### What to do:
Write the entries out again. Each one must match exactly.

*** Opening of Data shown ***

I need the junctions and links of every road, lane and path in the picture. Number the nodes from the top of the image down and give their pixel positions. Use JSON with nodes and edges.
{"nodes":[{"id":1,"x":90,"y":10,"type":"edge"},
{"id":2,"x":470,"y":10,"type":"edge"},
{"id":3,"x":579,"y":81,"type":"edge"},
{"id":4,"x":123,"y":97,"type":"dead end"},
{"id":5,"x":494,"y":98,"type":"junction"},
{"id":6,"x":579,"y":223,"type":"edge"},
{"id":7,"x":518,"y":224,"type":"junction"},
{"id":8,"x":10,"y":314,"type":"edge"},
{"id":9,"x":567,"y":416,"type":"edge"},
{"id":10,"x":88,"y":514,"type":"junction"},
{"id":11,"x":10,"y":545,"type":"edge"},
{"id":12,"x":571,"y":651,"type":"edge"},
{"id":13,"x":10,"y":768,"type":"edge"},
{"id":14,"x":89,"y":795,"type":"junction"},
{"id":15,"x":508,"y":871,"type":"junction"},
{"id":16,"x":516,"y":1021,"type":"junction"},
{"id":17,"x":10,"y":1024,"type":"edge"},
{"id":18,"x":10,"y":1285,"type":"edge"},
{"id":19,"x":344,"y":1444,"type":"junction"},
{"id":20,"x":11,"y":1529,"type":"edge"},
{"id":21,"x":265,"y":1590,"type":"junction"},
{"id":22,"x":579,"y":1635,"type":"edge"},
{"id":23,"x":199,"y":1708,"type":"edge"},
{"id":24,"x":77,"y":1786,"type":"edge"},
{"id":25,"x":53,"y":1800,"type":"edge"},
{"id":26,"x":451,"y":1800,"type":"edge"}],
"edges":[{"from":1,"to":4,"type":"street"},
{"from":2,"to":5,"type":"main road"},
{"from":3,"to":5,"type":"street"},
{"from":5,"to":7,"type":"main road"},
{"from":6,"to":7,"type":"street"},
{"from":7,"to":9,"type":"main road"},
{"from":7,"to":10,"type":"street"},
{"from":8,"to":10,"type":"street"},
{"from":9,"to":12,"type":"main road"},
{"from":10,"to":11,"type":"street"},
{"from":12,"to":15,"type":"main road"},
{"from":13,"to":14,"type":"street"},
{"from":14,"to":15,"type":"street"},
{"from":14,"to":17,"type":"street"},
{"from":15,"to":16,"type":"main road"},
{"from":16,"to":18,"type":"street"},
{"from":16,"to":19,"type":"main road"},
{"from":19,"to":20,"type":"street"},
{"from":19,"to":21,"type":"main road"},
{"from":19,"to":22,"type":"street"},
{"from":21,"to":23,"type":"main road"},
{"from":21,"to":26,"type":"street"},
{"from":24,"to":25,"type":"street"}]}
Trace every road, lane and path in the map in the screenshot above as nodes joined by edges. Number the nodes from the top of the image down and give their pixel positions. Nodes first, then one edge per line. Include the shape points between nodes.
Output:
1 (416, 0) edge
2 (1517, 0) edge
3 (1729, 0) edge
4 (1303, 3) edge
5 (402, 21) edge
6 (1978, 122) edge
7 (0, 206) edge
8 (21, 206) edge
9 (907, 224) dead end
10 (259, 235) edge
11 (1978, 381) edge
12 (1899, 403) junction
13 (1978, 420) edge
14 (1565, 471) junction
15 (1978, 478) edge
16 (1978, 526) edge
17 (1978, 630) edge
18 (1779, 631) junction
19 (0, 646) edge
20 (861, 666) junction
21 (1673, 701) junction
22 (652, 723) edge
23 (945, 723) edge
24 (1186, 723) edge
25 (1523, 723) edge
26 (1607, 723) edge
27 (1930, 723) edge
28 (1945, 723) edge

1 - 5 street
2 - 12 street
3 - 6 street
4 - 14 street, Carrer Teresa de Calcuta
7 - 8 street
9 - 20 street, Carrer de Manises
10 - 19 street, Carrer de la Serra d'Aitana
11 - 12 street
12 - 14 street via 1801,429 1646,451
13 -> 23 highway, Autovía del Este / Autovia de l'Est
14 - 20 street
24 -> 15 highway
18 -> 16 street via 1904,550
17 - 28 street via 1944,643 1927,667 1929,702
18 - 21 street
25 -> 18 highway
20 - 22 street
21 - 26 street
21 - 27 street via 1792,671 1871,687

*** Close of Data shown ***

### Written answer:
I need the junctions and links of every road, lane and path in the picture. Number the nodes from the top of the image down and give their pixel positions. Use JSON with nodes and edges.
{"nodes":[{"id":1,"x":90,"y":10,"type":"edge"},
{"id":2,"x":470,"y":10,"type":"edge"},
{"id":3,"x":579,"y":81,"type":"edge"},
{"id":4,"x":123,"y":97,"type":"dead end"},
{"id":5,"x":494,"y":98,"type":"junction"},
{"id":6,"x":579,"y":223,"type":"edge"},
{"id":7,"x":518,"y":224,"type":"junction"},
{"id":8,"x":10,"y":314,"type":"edge"},
{"id":9,"x":567,"y":416,"type":"edge"},
{"id":10,"x":88,"y":514,"type":"junction"},
{"id":11,"x":10,"y":545,"type":"edge"},
{"id":12,"x":571,"y":651,"type":"edge"},
{"id":13,"x":10,"y":768,"type":"edge"},
{"id":14,"x":89,"y":795,"type":"junction"},
{"id":15,"x":508,"y":871,"type":"junction"},
{"id":16,"x":516,"y":1021,"type":"junction"},
{"id":17,"x":10,"y":1024,"type":"edge"},
{"id":18,"x":10,"y":1285,"type":"edge"},
{"id":19,"x":344,"y":1444,"type":"junction"},
{"id":20,"x":11,"y":1529,"type":"edge"},
{"id":21,"x":265,"y":1590,"type":"junction"},
{"id":22,"x":579,"y":1635,"type":"edge"},
{"id":23,"x":199,"y":1708,"type":"edge"},
{"id":24,"x":77,"y":1786,"type":"edge"},
{"id":25,"x":53,"y":1800,"type":"edge"},
{"id":26,"x":451,"y":1800,"type":"edge"}],
"edges":[{"from":1,"to":4,"type":"street"},
{"from":2,"to":5,"type":"main road"},
{"from":3,"to":5,"type":"street"},
{"from":5,"to":7,"type":"main road"},
{"from":6,"to":7,"type":"street"},
{"from":7,"to":9,"type":"main road"},
{"from":7,"to":10,"type":"street"},
{"from":8,"to":10,"type":"street"},
{"from":9,"to":12,"type":"main road"},
{"from":10,"to":11,"type":"street"},
{"from":12,"to":15,"type":"main road"},
{"from":13,"to":14,"type":"street"},
{"from":14,"to":15,"type":"street"},
{"from":14,"to":17,"type":"street"},
{"from":15,"to":16,"type":"main road"},
{"from":16,"to":18,"type":"street"},
{"from":16,"to":19,"type":"main road"},
{"from":19,"to":20,"type":"street"},
{"from":19,"to":21,"type":"main road"},
{"from":19,"to":22,"type":"street"},
{"from":21,"to":23,"type":"main road"},
{"from":21,"to":26,"type":"street"},
{"from":24,"to":25,"type":"street"}]}
Trace every road, lane and path in the map in the screenshot above as nodes joined by edges. Number the nodes from the top of the image down and give their pixel positions. Nodes first, then one edge per line. Include the shape points between nodes.
Output:
1 (416, 0) edge
2 (1517, 0) edge
3 (1729, 0) edge
4 (1303, 3) edge
5 (402, 21) edge
6 (1978, 122) edge
7 (0, 206) edge
8 (21, 206) edge
9 (907, 224) dead end
10 (259, 235) edge
11 (1978, 381) edge
12 (1899, 403) junction
13 (1978, 420) edge
14 (1565, 471) junction
15 (1978, 478) edge
16 (1978, 526) edge
17 (1978, 630) edge
18 (1779, 631) junction
19 (0, 646) edge
20 (861, 666) junction
21 (1673, 701) junction
22 (652, 723) edge
23 (945, 723) edge
24 (1186, 723) edge
25 (1523, 723) edge
26 (1607, 723) edge
27 (1930, 723) edge
28 (1945, 723) edge

1 - 5 street
2 - 12 street
3 - 6 street
4 - 14 street, Carrer Teresa de Calcuta
7 - 8 street
9 - 20 street, Carrer de Manises
10 - 19 street, Carrer de la Serra d'Aitana
11 - 12 street
12 - 14 street via 1801,429 1646,451
13 -> 23 highway, Autovía del Este / Autovia de l'Est
14 - 20 street
24 -> 15 highway
18 -> 16 street via 1904,550
17 - 28 street via 1944,643 1927,667 1929,702
18 - 21 street
25 -> 18 highway
20 - 22 street
21 - 26 street
21 - 27 street via 1792,671 1871,687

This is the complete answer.